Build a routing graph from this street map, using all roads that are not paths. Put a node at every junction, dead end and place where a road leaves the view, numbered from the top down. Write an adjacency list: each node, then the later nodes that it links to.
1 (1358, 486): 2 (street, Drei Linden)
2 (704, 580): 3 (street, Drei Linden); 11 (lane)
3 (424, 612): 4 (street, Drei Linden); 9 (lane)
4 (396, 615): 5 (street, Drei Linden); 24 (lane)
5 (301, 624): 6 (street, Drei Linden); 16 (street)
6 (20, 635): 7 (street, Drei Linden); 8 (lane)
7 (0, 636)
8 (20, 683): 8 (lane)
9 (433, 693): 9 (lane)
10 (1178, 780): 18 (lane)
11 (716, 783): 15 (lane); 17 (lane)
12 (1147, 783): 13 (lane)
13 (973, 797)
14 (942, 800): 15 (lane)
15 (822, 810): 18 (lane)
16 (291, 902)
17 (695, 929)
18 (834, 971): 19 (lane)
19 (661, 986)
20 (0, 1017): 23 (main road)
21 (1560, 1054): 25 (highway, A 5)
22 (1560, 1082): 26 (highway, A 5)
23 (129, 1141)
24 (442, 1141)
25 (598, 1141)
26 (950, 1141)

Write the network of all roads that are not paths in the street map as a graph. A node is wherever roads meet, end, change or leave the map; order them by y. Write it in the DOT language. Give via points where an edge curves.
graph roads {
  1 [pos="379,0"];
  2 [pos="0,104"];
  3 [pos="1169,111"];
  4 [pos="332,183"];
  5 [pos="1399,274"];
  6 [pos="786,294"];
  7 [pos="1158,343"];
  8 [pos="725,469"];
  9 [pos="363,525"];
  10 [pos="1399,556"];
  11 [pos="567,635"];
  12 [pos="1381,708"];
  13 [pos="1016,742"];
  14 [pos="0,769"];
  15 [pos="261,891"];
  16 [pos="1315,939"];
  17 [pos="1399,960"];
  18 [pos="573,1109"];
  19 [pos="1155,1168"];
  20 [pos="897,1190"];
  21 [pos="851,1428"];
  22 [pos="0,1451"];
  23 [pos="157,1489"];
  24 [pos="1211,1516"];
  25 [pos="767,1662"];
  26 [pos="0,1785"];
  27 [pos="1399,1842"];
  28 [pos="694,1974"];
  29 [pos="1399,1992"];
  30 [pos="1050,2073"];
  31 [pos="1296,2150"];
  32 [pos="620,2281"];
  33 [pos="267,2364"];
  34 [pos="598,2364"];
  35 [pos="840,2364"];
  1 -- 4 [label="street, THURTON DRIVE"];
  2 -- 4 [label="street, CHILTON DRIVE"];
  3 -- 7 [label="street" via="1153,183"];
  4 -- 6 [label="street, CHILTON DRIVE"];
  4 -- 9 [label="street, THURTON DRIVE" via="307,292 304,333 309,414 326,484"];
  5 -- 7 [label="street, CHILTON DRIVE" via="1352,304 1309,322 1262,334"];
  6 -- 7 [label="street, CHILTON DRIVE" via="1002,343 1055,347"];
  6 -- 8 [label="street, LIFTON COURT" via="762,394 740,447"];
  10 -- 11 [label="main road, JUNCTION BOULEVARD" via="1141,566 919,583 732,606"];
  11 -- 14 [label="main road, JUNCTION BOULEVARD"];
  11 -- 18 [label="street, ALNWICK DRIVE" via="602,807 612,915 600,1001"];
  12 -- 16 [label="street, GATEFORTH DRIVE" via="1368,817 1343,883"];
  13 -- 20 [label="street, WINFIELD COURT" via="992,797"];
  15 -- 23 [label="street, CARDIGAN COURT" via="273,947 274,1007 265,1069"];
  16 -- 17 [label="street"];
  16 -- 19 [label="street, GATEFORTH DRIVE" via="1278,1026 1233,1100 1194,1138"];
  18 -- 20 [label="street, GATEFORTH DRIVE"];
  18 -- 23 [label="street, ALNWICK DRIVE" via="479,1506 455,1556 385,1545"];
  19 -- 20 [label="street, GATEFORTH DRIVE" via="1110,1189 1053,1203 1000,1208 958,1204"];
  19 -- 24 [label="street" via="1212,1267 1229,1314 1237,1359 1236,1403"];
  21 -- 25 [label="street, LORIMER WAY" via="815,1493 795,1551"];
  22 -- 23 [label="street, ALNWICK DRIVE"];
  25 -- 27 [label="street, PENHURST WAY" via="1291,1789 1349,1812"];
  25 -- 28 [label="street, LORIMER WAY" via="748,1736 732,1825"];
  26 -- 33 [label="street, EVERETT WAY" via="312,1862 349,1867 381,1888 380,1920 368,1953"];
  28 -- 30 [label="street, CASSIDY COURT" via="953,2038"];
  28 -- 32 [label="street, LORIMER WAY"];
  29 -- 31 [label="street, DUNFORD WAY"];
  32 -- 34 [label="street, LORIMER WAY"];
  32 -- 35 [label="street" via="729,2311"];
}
---
• EXERCISE OBJECTIVE:
Repeat the full set of records exactly.

• RESPONSE:
Build a routing graph from this street map, using all roads that are not paths. Put a node at every junction, dead end and place where a road leaves the view, numbered from the top down. Write an adjacency list: each node, then the later nodes that it links to.
1 (1358, 486): 2 (street, Drei Linden)
2 (704, 580): 3 (street, Drei Linden); 11 (lane)
3 (424, 612): 4 (street, Drei Linden); 9 (lane)
4 (396, 615): 5 (street, Drei Linden); 24 (lane)
5 (301, 624): 6 (street, Drei Linden); 16 (street)
6 (20, 635): 7 (street, Drei Linden); 8 (lane)
7 (0, 636)
8 (20, 683): 8 (lane)
9 (433, 693): 9 (lane)
10 (1178, 780): 18 (lane)
11 (716, 783): 15 (lane); 17 (lane)
12 (1147, 783): 13 (lane)
13 (973, 797)
14 (942, 800): 15 (lane)
15 (822, 810): 18 (lane)
16 (291, 902)
17 (695, 929)
18 (834, 971): 19 (lane)
19 (661, 986)
20 (0, 1017): 23 (main road)
21 (1560, 1054): 25 (highway, A 5)
22 (1560, 1082): 26 (highway, A 5)
23 (129, 1141)
24 (442, 1141)
25 (598, 1141)
26 (950, 1141)

Write the network of all roads that are not paths in the street map as a graph. A node is wherever roads meet, end, change or leave the map; order them by y. Write it in the DOT language. Give via points where an edge curves.
graph roads {
  1 [pos="379,0"];
  2 [pos="0,104"];
  3 [pos="1169,111"];
  4 [pos="332,183"];
  5 [pos="1399,274"];
  6 [pos="786,294"];
  7 [pos="1158,343"];
  8 [pos="725,469"];
  9 [pos="363,525"];
  10 [pos="1399,556"];
  11 [pos="567,635"];
  12 [pos="1381,708"];
  13 [pos="1016,742"];
  14 [pos="0,769"];
  15 [pos="261,891"];
  16 [pos="1315,939"];
  17 [pos="1399,960"];
  18 [pos="573,1109"];
  19 [pos="1155,1168"];
  20 [pos="897,1190"];
  21 [pos="851,1428"];
  22 [pos="0,1451"];
  23 [pos="157,1489"];
  24 [pos="1211,1516"];
  25 [pos="767,1662"];
  26 [pos="0,1785"];
  27 [pos="1399,1842"];
  28 [pos="694,1974"];
  29 [pos="1399,1992"];
  30 [pos="1050,2073"];
  31 [pos="1296,2150"];
  32 [pos="620,2281"];
  33 [pos="267,2364"];
  34 [pos="598,2364"];
  35 [pos="840,2364"];
  1 -- 4 [label="street, THURTON DRIVE"];
  2 -- 4 [label="street, CHILTON DRIVE"];
  3 -- 7 [label="street" via="1153,183"];
  4 -- 6 [label="street, CHILTON DRIVE"];
  4 -- 9 [label="street, THURTON DRIVE" via="307,292 304,333 309,414 326,484"];
  5 -- 7 [label="street, CHILTON DRIVE" via="1352,304 1309,322 1262,334"];
  6 -- 7 [label="street, CHILTON DRIVE" via="1002,343 1055,347"];
  6 -- 8 [label="street, LIFTON COURT" via="762,394 740,447"];
  10 -- 11 [label="main road, JUNCTION BOULEVARD" via="1141,566 919,583 732,606"];
  11 -- 14 [label="main road, JUNCTION BOULEVARD"];
  11 -- 18 [label="street, ALNWICK DRIVE" via="602,807 612,915 600,1001"];
  12 -- 16 [label="street, GATEFORTH DRIVE" via="1368,817 1343,883"];
  13 -- 20 [label="street, WINFIELD COURT" via="992,797"];
  15 -- 23 [label="street, CARDIGAN COURT" via="273,947 274,1007 265,1069"];
  16 -- 17 [label="street"];
  16 -- 19 [label="street, GATEFORTH DRIVE" via="1278,1026 1233,1100 1194,1138"];
  18 -- 20 [label="street, GATEFORTH DRIVE"];
  18 -- 23 [label="street, ALNWICK DRIVE" via="479,1506 455,1556 385,1545"];
  19 -- 20 [label="street, GATEFORTH DRIVE" via="1110,1189 1053,1203 1000,1208 958,1204"];
  19 -- 24 [label="street" via="1212,1267 1229,1314 1237,1359 1236,1403"];
  21 -- 25 [label="street, LORIMER WAY" via="815,1493 795,1551"];
  22 -- 23 [label="street, ALNWICK DRIVE"];
  25 -- 27 [label="street, PENHURST WAY" via="1291,1789 1349,1812"];
  25 -- 28 [label="street, LORIMER WAY" via="748,1736 732,1825"];
  26 -- 33 [label="street, EVERETT WAY" via="312,1862 349,1867 381,1888 380,1920 368,1953"];
  28 -- 30 [label="street, CASSIDY COURT" via="953,2038"];
  28 -- 32 [label="street, LORIMER WAY"];
  29 -- 31 [label="street, DUNFORD WAY"];
  32 -- 34 [label="street, LORIMER WAY"];
  32 -- 35 [label="street" via="729,2311"];
}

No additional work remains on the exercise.